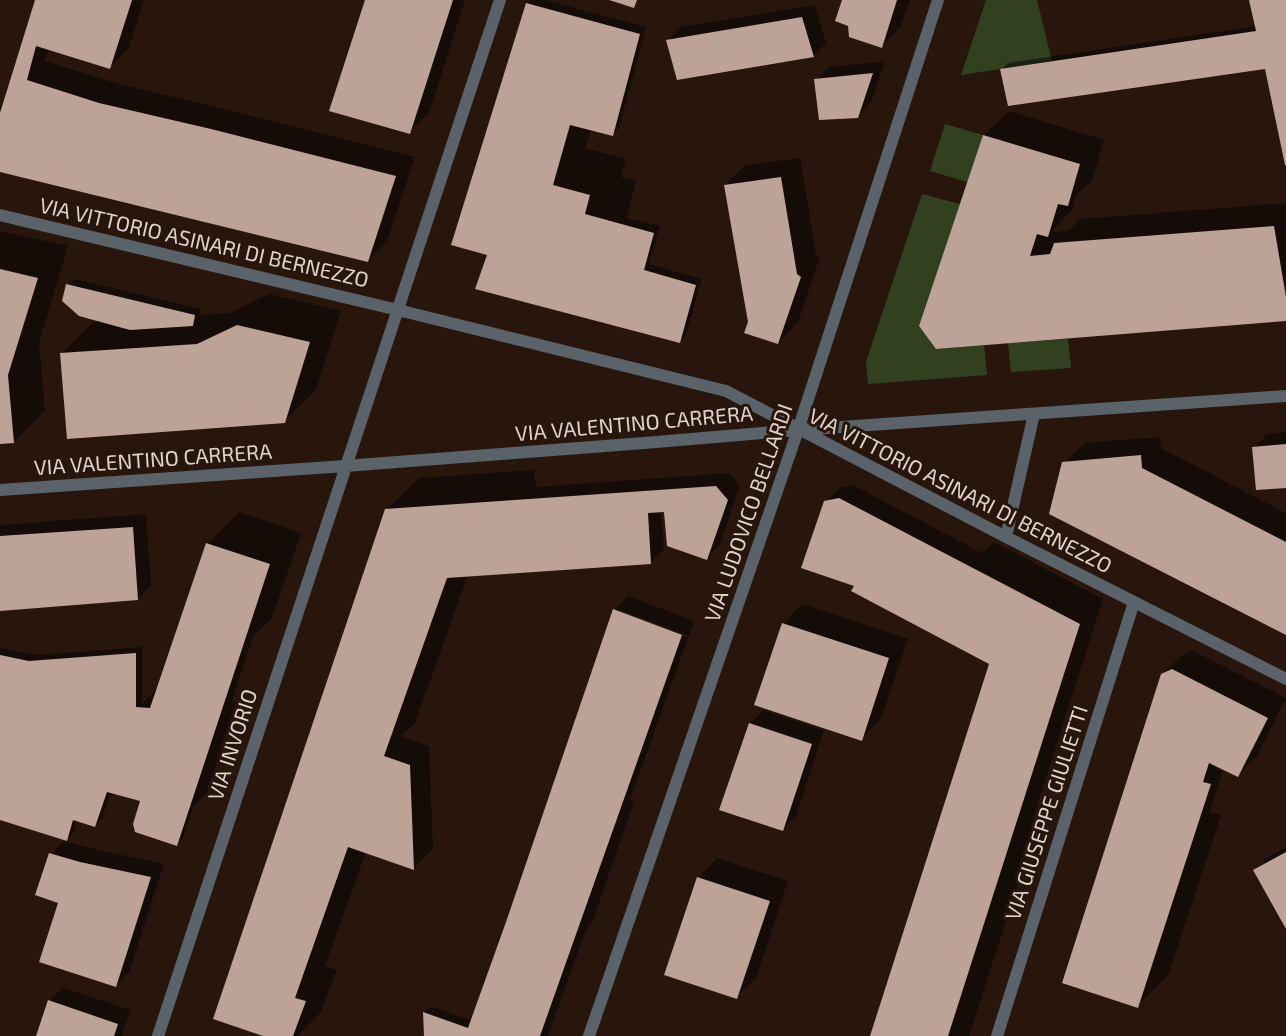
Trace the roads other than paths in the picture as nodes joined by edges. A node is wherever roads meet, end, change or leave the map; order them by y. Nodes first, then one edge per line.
1 (500, 0) edge
2 (938, 0) edge
3 (0, 214) edge
4 (399, 310) junction
5 (1286, 396) edge
6 (1034, 414) junction
7 (798, 430) junction
8 (345, 466) junction
9 (0, 490) edge
10 (1005, 537) junction
11 (1134, 602) junction
12 (1286, 679) edge
13 (158, 1036) edge
14 (590, 1036) edge
15 (997, 1036) edge

1 - 4 street
2 - 7 street, VIA LUDOVICO BELLARDI
3 - 4 street, VIA VITTORIO ASINARI DI BERNEZZO
4 - 7 street, VIA VITTORIO ASINARI DI BERNEZZO
4 - 8 street
5 - 6 street, VIA VALENTINO CARRERA
6 - 7 street, VIA VALENTINO CARRERA
6 - 10 street
7 - 8 street, VIA VALENTINO CARRERA
7 - 10 street, VIA VITTORIO ASINARI DI BERNEZZO
7 - 14 street, VIA LUDOVICO BELLARDI
8 - 9 street, VIA VALENTINO CARRERA
8 - 13 street, VIA INVORIO
10 - 11 street, VIA VITTORIO ASINARI DI BERNEZZO
11 - 12 street, VIA VITTORIO ASINARI DI BERNEZZO
11 - 15 street, VIA GIUSEPPE GIULIETTI

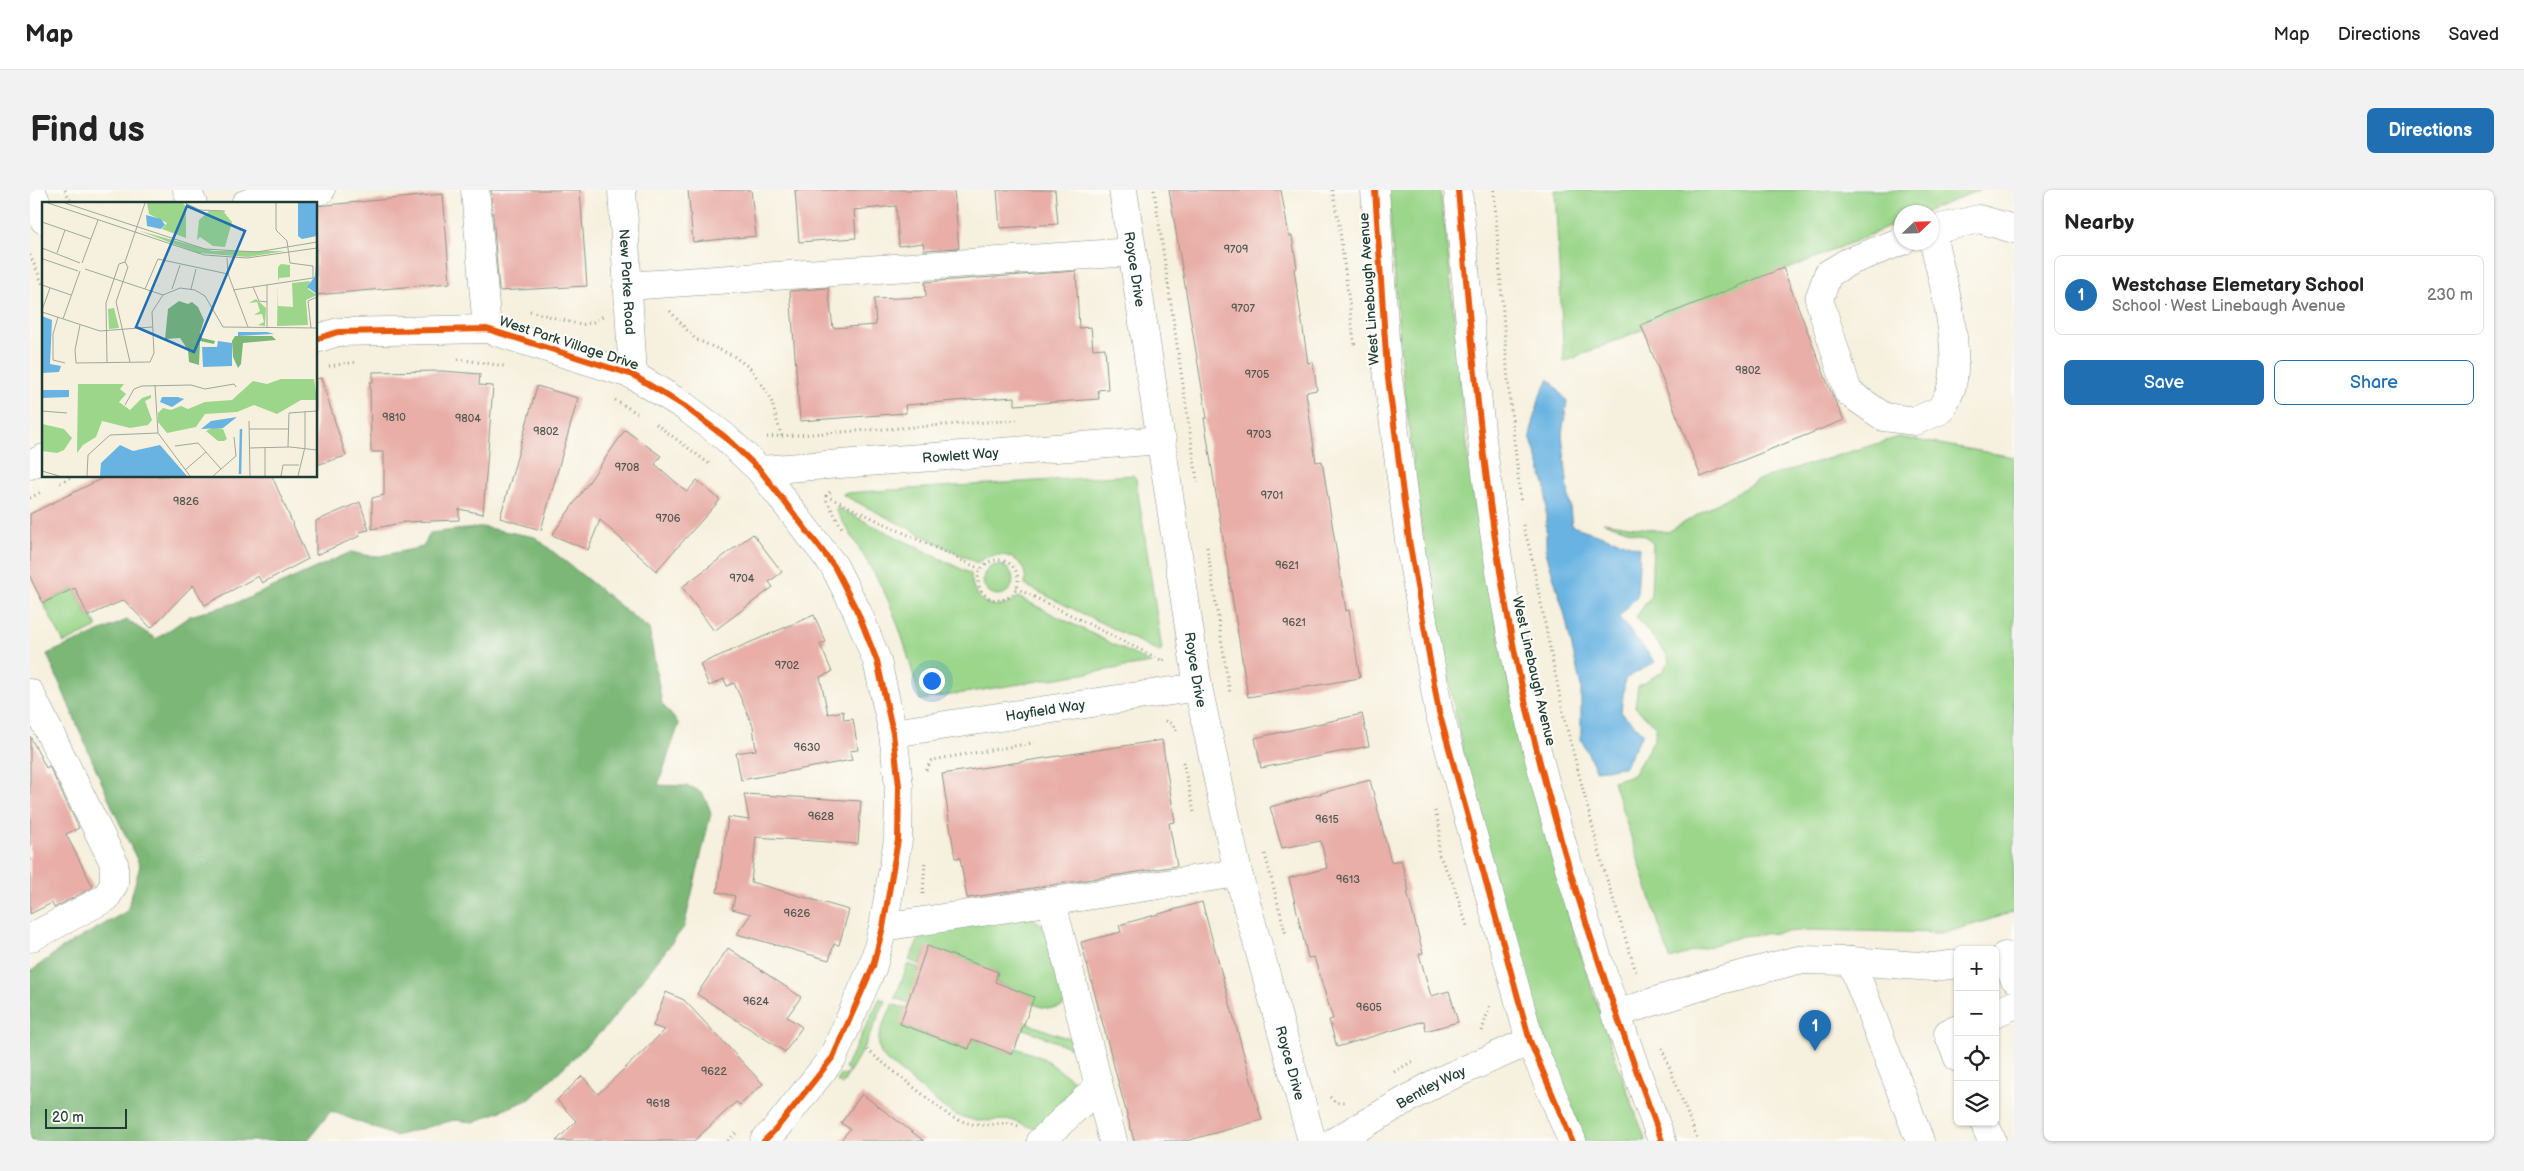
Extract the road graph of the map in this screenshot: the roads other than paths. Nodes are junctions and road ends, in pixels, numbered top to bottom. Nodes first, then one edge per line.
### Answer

──────

A faithful copy of the data above is wanted, with every image left out.

Trace the roads other than paths in the picture as nodes joined by edges. A node is wherever roads meet, end, change or leave the map; order them by y. Nodes first, then one edge per line.
1 (500, 0) edge
2 (938, 0) edge
3 (0, 214) edge
4 (399, 310) junction
5 (1286, 396) edge
6 (1034, 414) junction
7 (798, 430) junction
8 (345, 466) junction
9 (0, 490) edge
10 (1005, 537) junction
11 (1134, 602) junction
12 (1286, 679) edge
13 (158, 1036) edge
14 (590, 1036) edge
15 (997, 1036) edge

1 - 4 street
2 - 7 street, VIA LUDOVICO BELLARDI
3 - 4 street, VIA VITTORIO ASINARI DI BERNEZZO
4 - 7 street, VIA VITTORIO ASINARI DI BERNEZZO
4 - 8 street
5 - 6 street, VIA VALENTINO CARRERA
6 - 7 street, VIA VALENTINO CARRERA
6 - 10 street
7 - 8 street, VIA VALENTINO CARRERA
7 - 10 street, VIA VITTORIO ASINARI DI BERNEZZO
7 - 14 street, VIA LUDOVICO BELLARDI
8 - 9 street, VIA VALENTINO CARRERA
8 - 13 street, VIA INVORIO
10 - 11 street, VIA VITTORIO ASINARI DI BERNEZZO
11 - 12 street, VIA VITTORIO ASINARI DI BERNEZZO
11 - 15 street, VIA GIUSEPPE GIULIETTI

Extract the road graph of the map in this screenshot: the roads other than paths. Nodes are junctions and road ends, in pixels, numbered top to bottom. Nodes first, then one edge per line.
### Answer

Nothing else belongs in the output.